In Cincinnati, where snow showers are predicted Thanksgiving Day, we'll go to a jazz club and watch football games on two big-screen TVs. One year we had a jam session. Our nieces' and nephew's friends, all in college or older now, will come and go.
On the river, where cell phones are useless, they'll work around the cabin, play dominoes and maybe watch an old movie. Our new dogs Buster and Dizzy will spend their first night at the cabin. How will they sleep when owls hoot and coyotes howl? How will anyone?
DC and I usually split up for the holidays. Something to do with miles and promises.

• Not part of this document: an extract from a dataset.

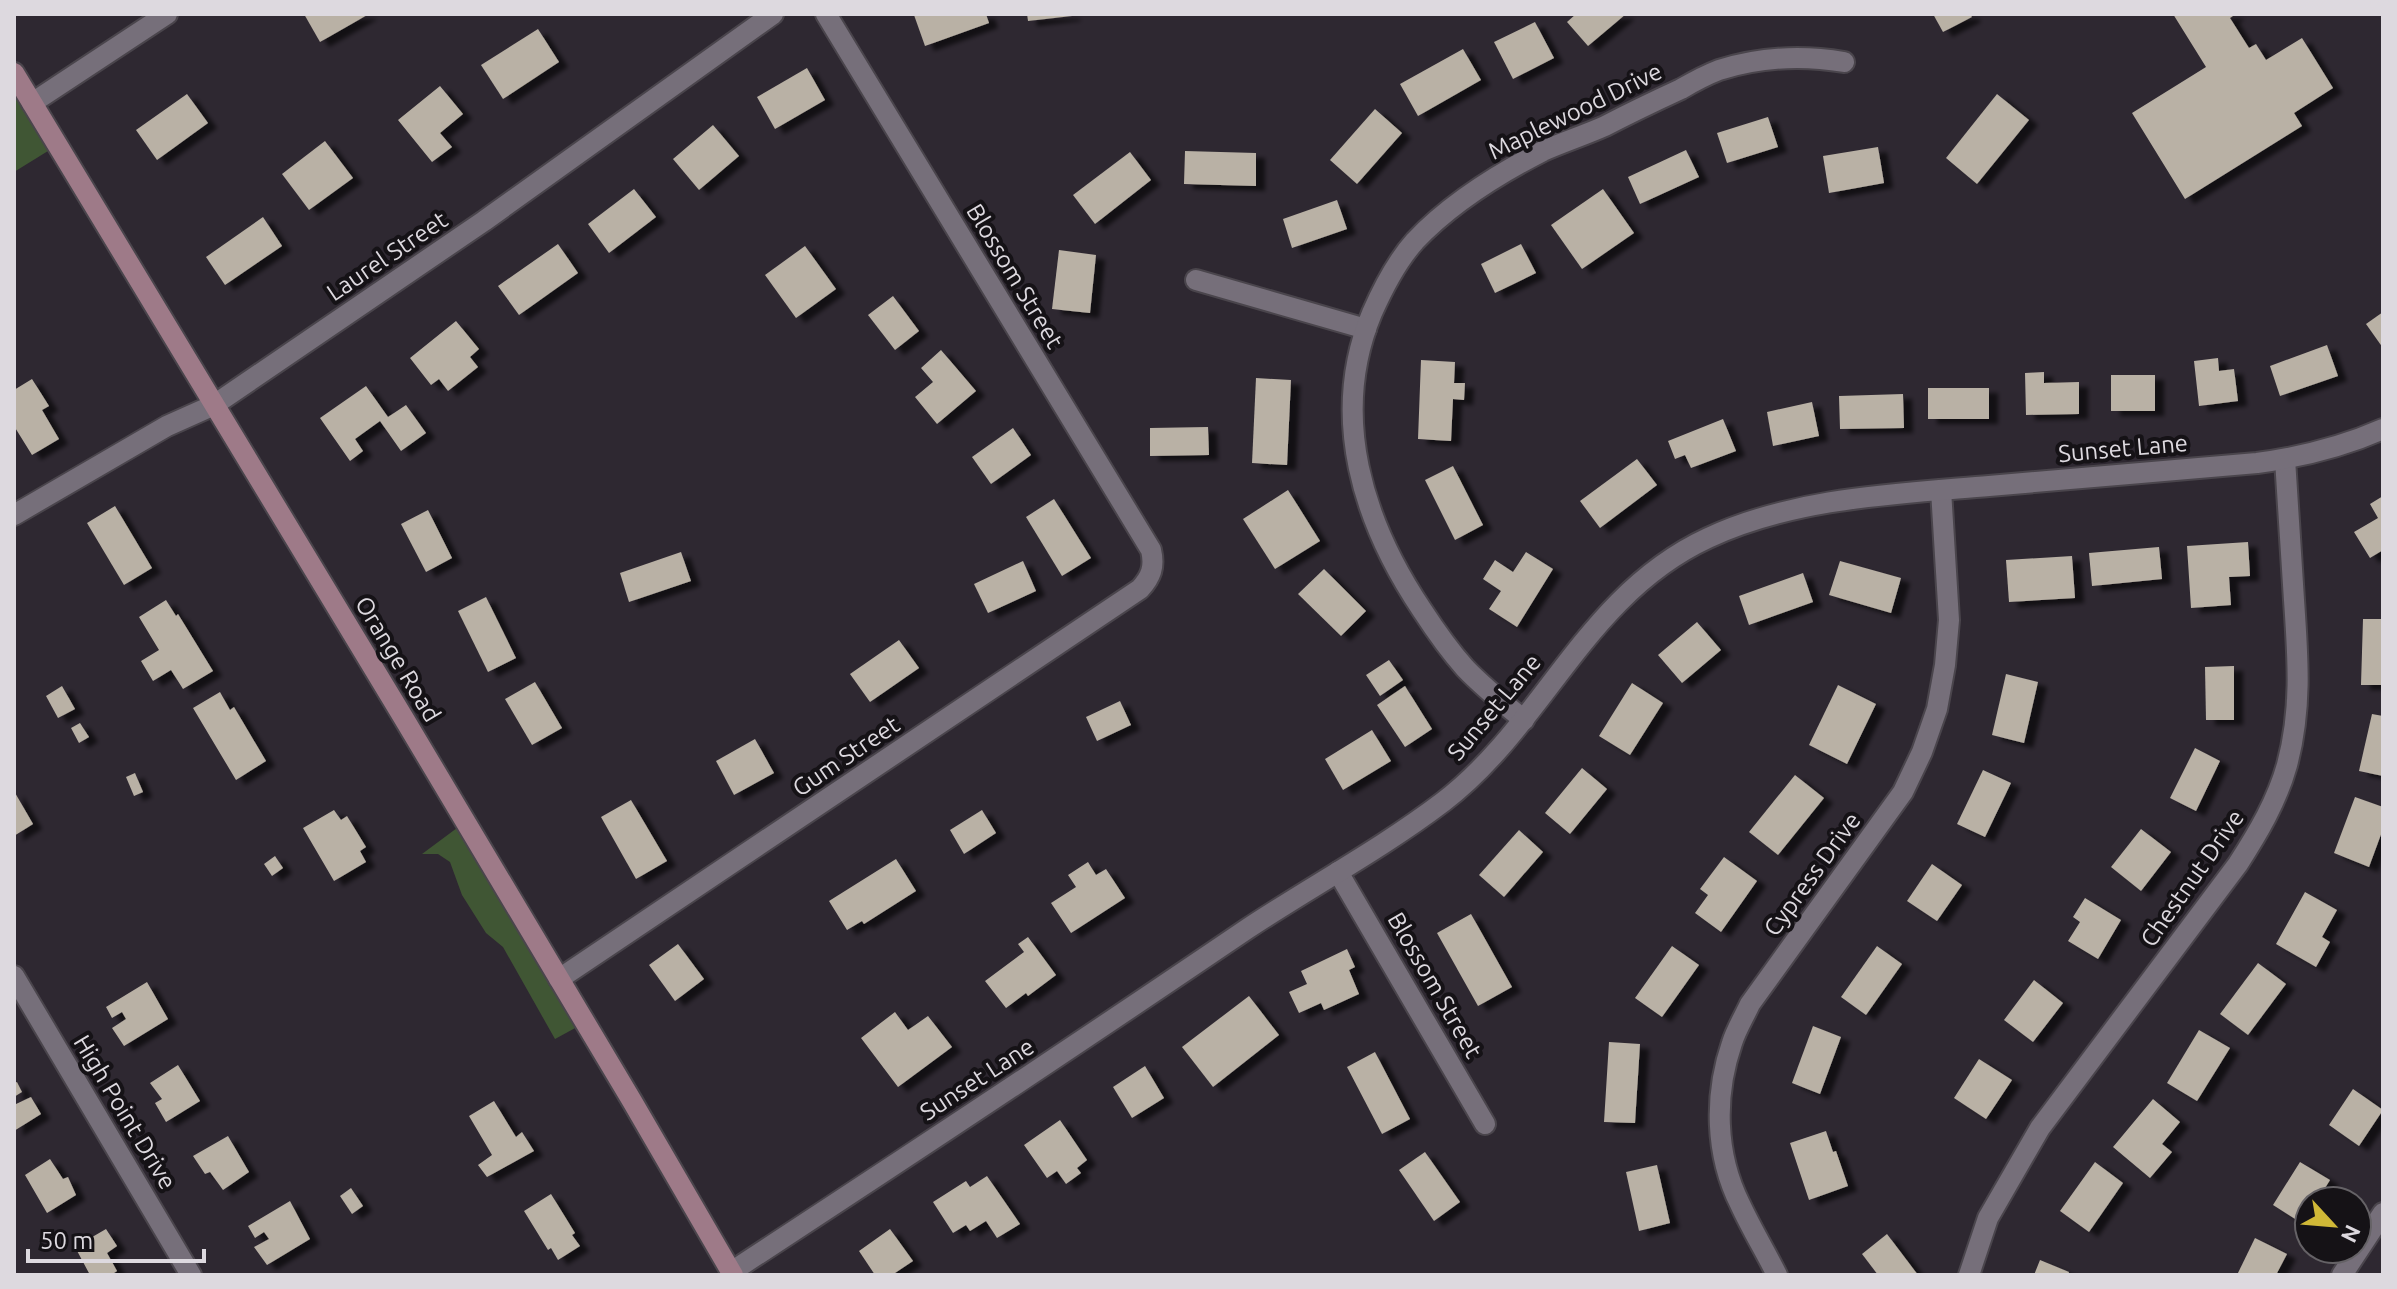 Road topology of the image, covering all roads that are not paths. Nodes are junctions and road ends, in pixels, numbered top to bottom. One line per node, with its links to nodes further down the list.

In Robert Frost's famous poem "Stopping by Wood on a Snowy Evening," the speaker pulls back on his horse's reins simply to watch the woods fill with snow on the darkest night of the year.
You picture a scene lit only by tiny lights dropping from the heavens. You hear the stillness, the bells on the horse's harness, the wind and the falling down.
"The woods are lovely, dark and deep," Frost writes. We all know that awed feeling, of beholding the mystery.
We all have miles to go and promises to keep. But our faith resides in the woods.
Thanksgiving is a good time for simply stopping and watching. For remembering to be grateful and realizing that gratitude is an attitude. For tuning into the wonder that envelops us, is us and is the natural world. To recognize what it means that we are not apart but part of the dog pile.
Love, Sam
Sam Blackwell is a former reporter for the Southeast Missourian.